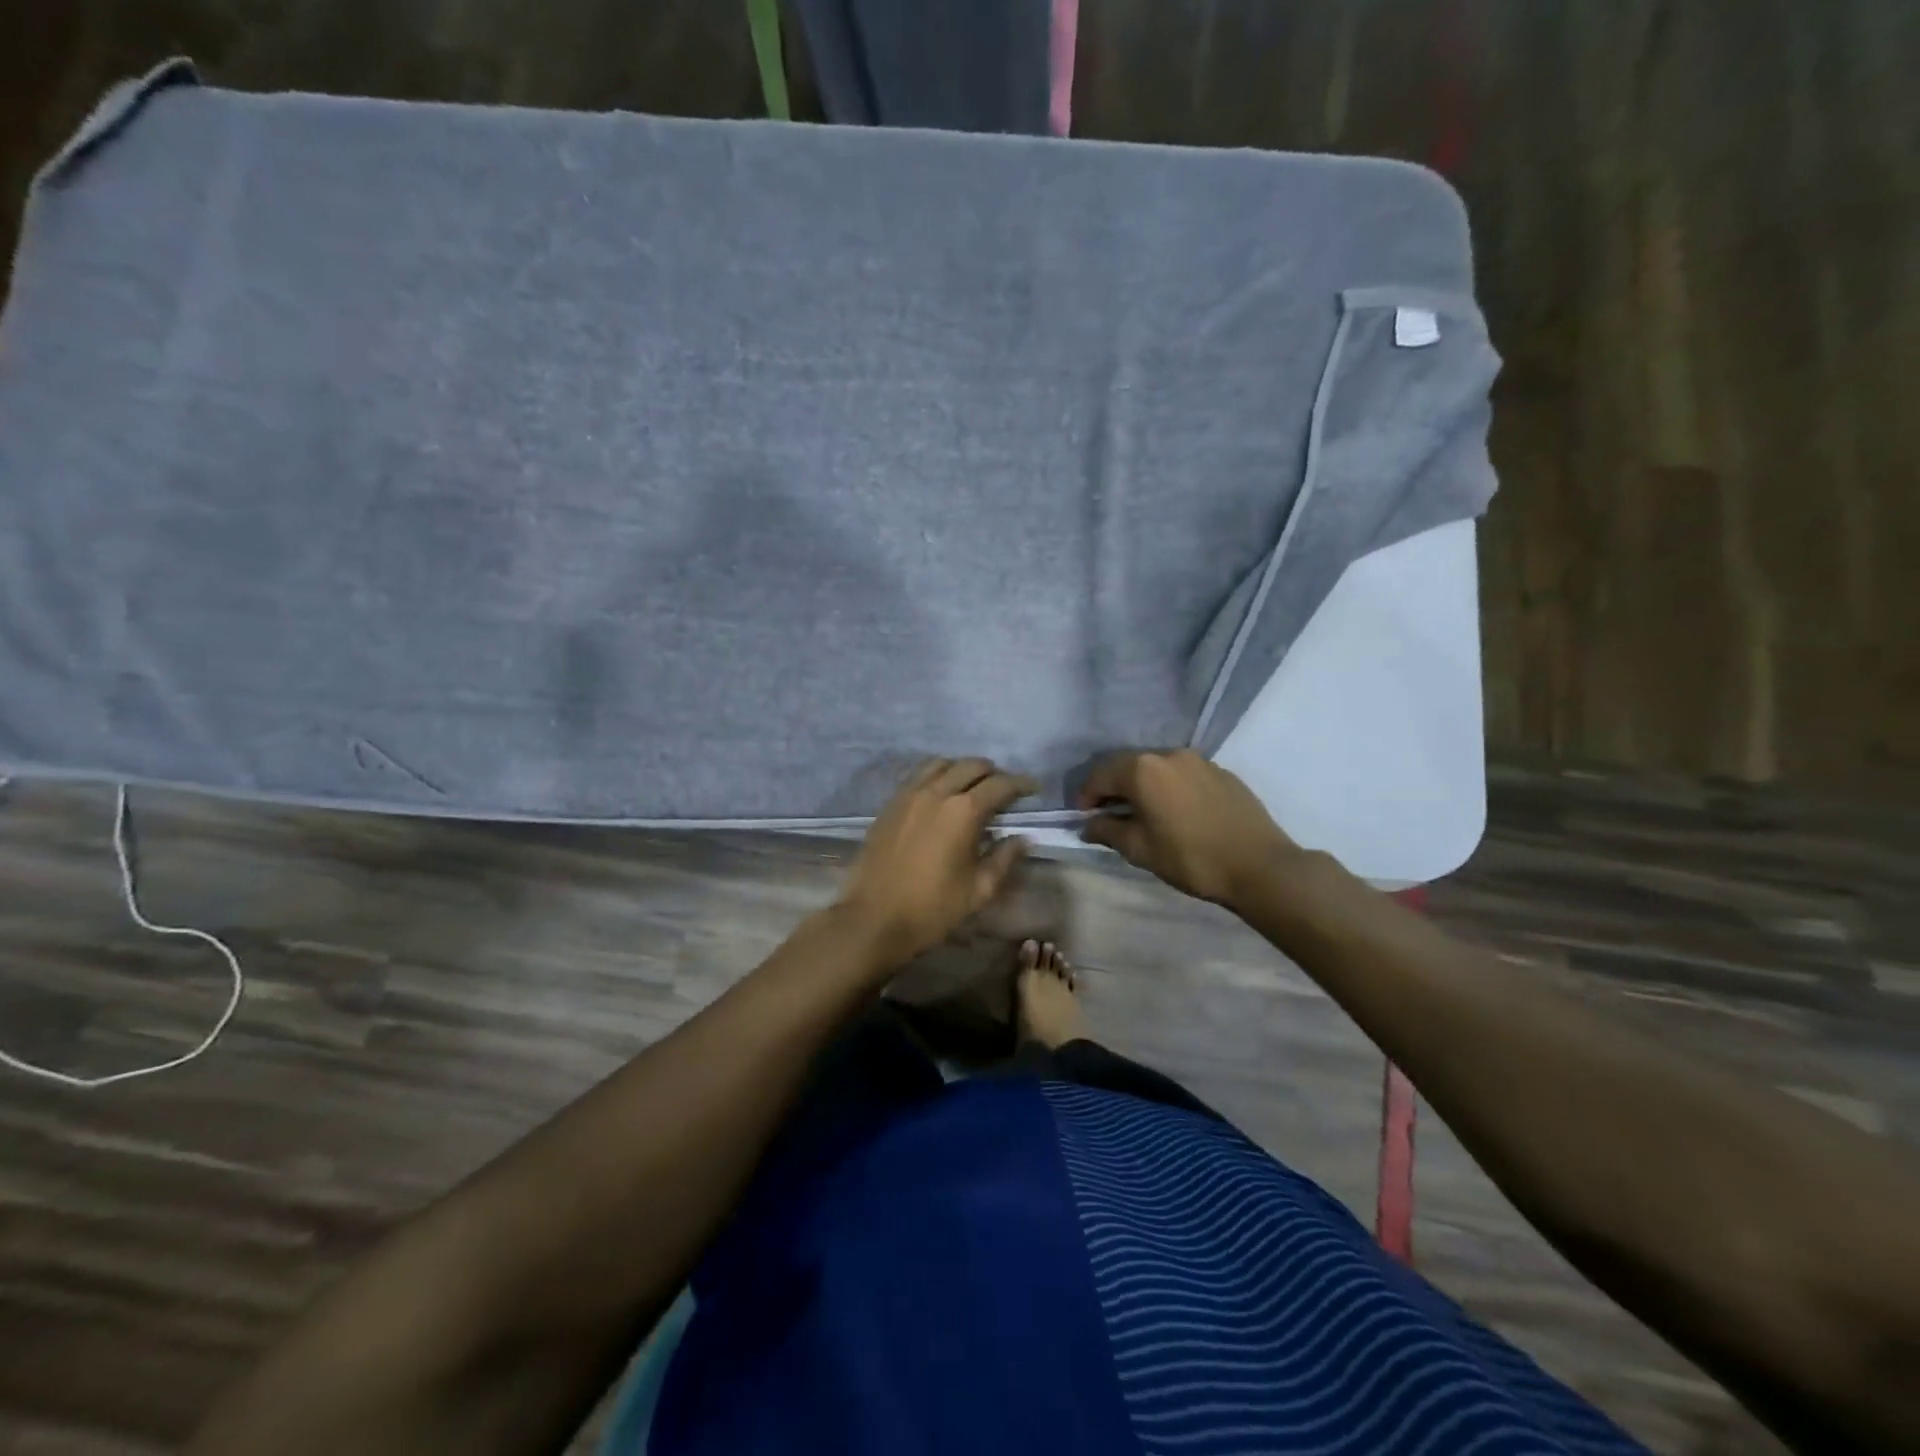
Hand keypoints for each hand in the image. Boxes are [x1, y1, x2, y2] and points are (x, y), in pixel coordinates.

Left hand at [838, 758, 1036, 966]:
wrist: (873, 918)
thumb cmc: (932, 908)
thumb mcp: (979, 889)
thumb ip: (1005, 858)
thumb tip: (1023, 839)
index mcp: (963, 811)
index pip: (1000, 785)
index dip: (1021, 784)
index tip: (1034, 788)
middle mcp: (936, 792)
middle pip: (971, 766)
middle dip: (994, 773)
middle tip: (1005, 790)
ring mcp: (909, 794)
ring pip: (942, 764)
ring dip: (963, 769)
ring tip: (973, 787)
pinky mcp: (890, 803)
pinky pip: (918, 776)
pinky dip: (937, 775)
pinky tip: (942, 794)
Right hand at [1077, 748, 1294, 906]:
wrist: (1259, 865)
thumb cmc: (1190, 858)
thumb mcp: (1140, 849)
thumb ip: (1108, 831)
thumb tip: (1088, 825)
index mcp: (1142, 770)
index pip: (1100, 775)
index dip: (1087, 796)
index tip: (1084, 818)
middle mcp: (1168, 754)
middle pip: (1128, 766)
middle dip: (1112, 787)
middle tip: (1107, 814)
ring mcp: (1198, 760)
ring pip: (1157, 768)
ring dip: (1142, 785)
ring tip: (1141, 812)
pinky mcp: (1220, 771)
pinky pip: (1182, 774)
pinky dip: (1168, 787)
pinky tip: (1174, 811)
═══
▶ [Exercise aim]: Look above for the line containing "thumb mcp: (979, 889)". Output from there through the line containing "index mcp: (1142, 770)", exactly and inclusively.

▶ [Exercise result]:
thumb mcp: (979, 889)
thumb ip: (1005, 858)
thumb tip: (1023, 839)
index mcp: (963, 811)
index pip: (1000, 785)
index dip: (1021, 784)
index tip: (1034, 788)
middle mcp: (936, 792)
middle pip: (971, 766)
middle dip: (994, 773)
middle tip: (1005, 790)
ring mcp: (909, 794)
ring pip: (942, 764)
ring dip: (963, 769)
ring tip: (973, 787)
pinky mcp: (890, 803)
pinky pip: (918, 776)
pinky dip: (937, 775)
pinky tip: (942, 794)
Right hand at [1077, 748, 1294, 906]:
wrist: (1259, 865)
thumb cmc: (1190, 858)
thumb mcp: (1140, 849)
thumb ip: (1108, 831)
thumb tip: (1088, 825)
index mcp: (1142, 770)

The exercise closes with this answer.